What is needed:
Retype the range from the line holding "thumb mcp: (231, 236)" to the last line of the listing, inclusive, exactly as it appears and with nothing else.

Data extract:
-.-.-
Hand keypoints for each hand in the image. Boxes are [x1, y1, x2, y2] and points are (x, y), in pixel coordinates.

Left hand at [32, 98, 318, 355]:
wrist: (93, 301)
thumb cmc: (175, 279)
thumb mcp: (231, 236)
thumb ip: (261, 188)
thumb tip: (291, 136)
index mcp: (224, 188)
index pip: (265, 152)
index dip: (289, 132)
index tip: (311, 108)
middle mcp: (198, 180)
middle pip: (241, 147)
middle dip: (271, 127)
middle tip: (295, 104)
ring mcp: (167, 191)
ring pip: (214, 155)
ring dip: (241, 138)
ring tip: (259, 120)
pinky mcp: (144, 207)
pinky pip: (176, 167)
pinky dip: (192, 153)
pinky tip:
-.-.-
Solved problem:
thumb mcp: (231, 236)
thumb ip: (261, 188)
thumb tip: (291, 136)
index mcp: (224, 188)
index pip: (265, 152)
index dip: (289, 132)
index tip: (311, 108)
middle mcp: (198, 180)
middle pip: (241, 147)
middle dip: (271, 127)
middle tip: (295, 104)
ring mcp: (167, 191)
ring pip: (214, 155)
ring dip: (241, 138)
ring tip: (259, 120)
pinky mcp: (144, 207)
pinky pip: (176, 167)
pinky dip: (192, 153)
pinky tip:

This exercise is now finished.